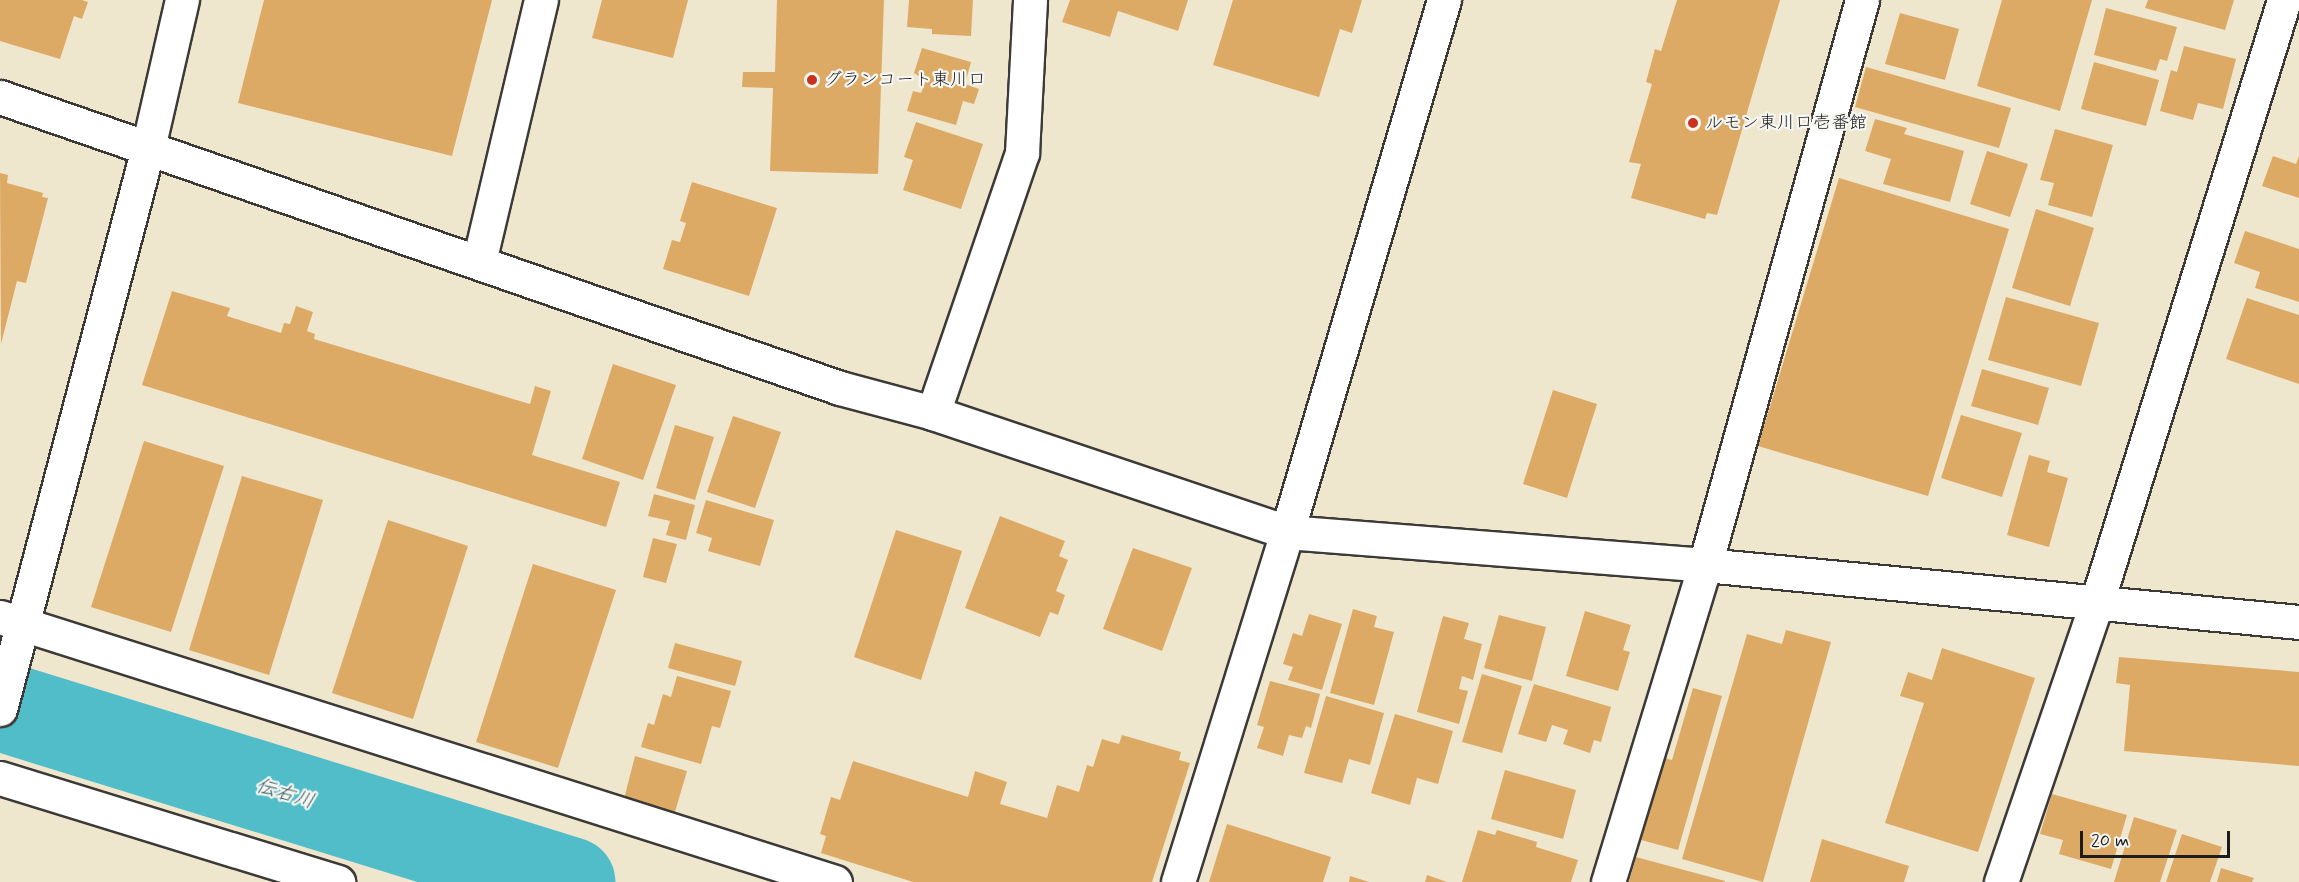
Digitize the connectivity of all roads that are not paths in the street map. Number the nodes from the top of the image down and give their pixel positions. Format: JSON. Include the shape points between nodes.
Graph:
{"nodes":[{"id":1,"x":182,"y":0,"type":"edge"},
{"id":2,"x":541,"y":0,"type":"edge"},
{"id":3,"x":1030,"y":0,"type":"edge"},
{"id":4,"x":1444,"y":0,"type":"edge"},
{"id":5,"x":1862,"y":0,"type":"edge"},
{"id":6,"x":2284,"y":0,"type":"edge"},
{"id":7,"x":0,"y":96,"type":"edge"},
{"id":8,"x":148,"y":148,"type":"junction"},
{"id":9,"x":479,"y":262,"type":"junction"},
{"id":10,"x":933,"y":413,"type":"junction"},
{"id":11,"x":1287,"y":532,"type":"junction"},
{"id":12,"x":1705,"y":565,"type":"junction"},
{"id":13,"x":2097,"y":602,"type":"junction"},
{"id":14,"x":12,"y":620,"type":"edge"},
{"id":15,"x":2299,"y":622,"type":"edge"},
{"id":16,"x":0,"y":709,"type":"edge"},
{"id":17,"x":0,"y":778,"type":"edge"},
{"id":18,"x":338,"y":882,"type":"edge"},
{"id":19,"x":835,"y":882,"type":"edge"},
{"id":20,"x":1178,"y":882,"type":"edge"},
{"id":21,"x":1608,"y":882,"type":"edge"},
{"id":22,"x":2001,"y":882,"type":"edge"}],
"edges":[{"from":1,"to":8,"type":"street"},
{"from":2,"to":9,"type":"street"},
{"from":3,"to":10,"type":"street","via":[[1022,153]]},
{"from":4,"to":11,"type":"street"},
{"from":5,"to":12,"type":"street"},
{"from":6,"to":13,"type":"street"},
{"from":7,"to":8,"type":"street"},
{"from":8,"to":9,"type":"street"},
{"from":8,"to":14,"type":"street"},
{"from":9,"to":10,"type":"street","via":[[840,388]]},
{"from":10,"to":11,"type":"street"},
{"from":11,"to":12,"type":"street"},
{"from":11,"to":20,"type":"street"},
{"from":12,"to":13,"type":"street"},
{"from":12,"to":21,"type":"street"},
{"from":13,"to":15,"type":"street"},
{"from":13,"to":22,"type":"street"},
{"from":14,"to":16,"type":"street"},
{"from":14,"to":19,"type":"street"},
{"from":17,"to":18,"type":"street"}]}
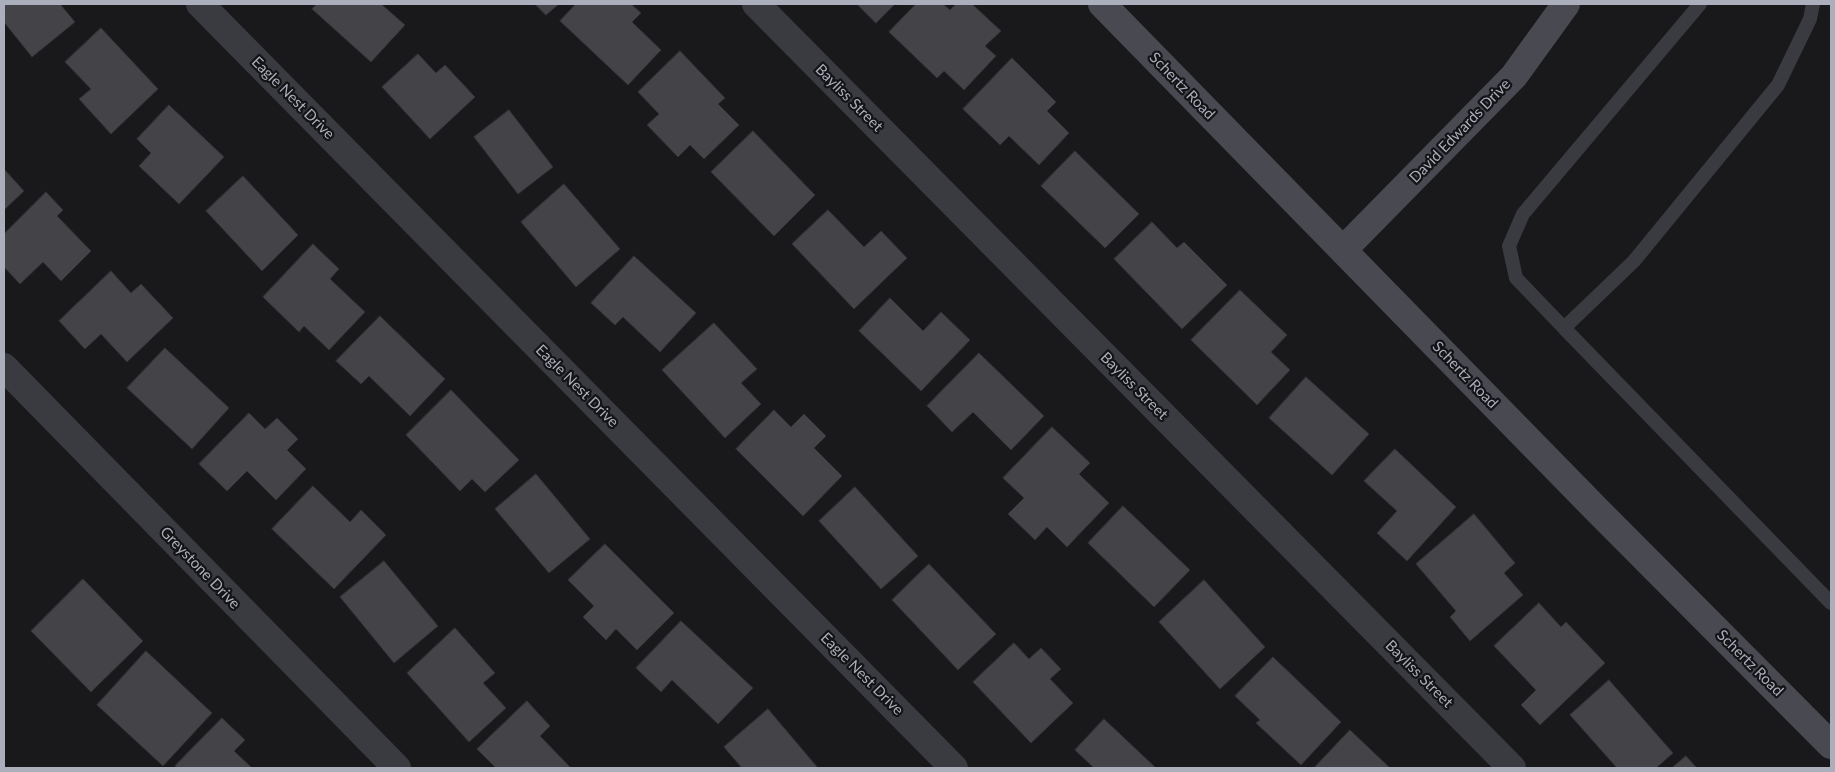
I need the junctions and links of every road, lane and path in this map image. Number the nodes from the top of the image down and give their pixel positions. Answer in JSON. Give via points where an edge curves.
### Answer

:::::

Copy each line of the listing that contains the string "positions".

• _Your response_
Digitize the connectivity of all roads that are not paths in the street map. Number the nodes from the top of the image down and give their pixel positions. Format: JSON. Include the shape points between nodes.
I need the junctions and links of every road, lane and path in this map image. Number the nodes from the top of the image down and give their pixel positions. Answer in JSON. Give via points where an edge curves.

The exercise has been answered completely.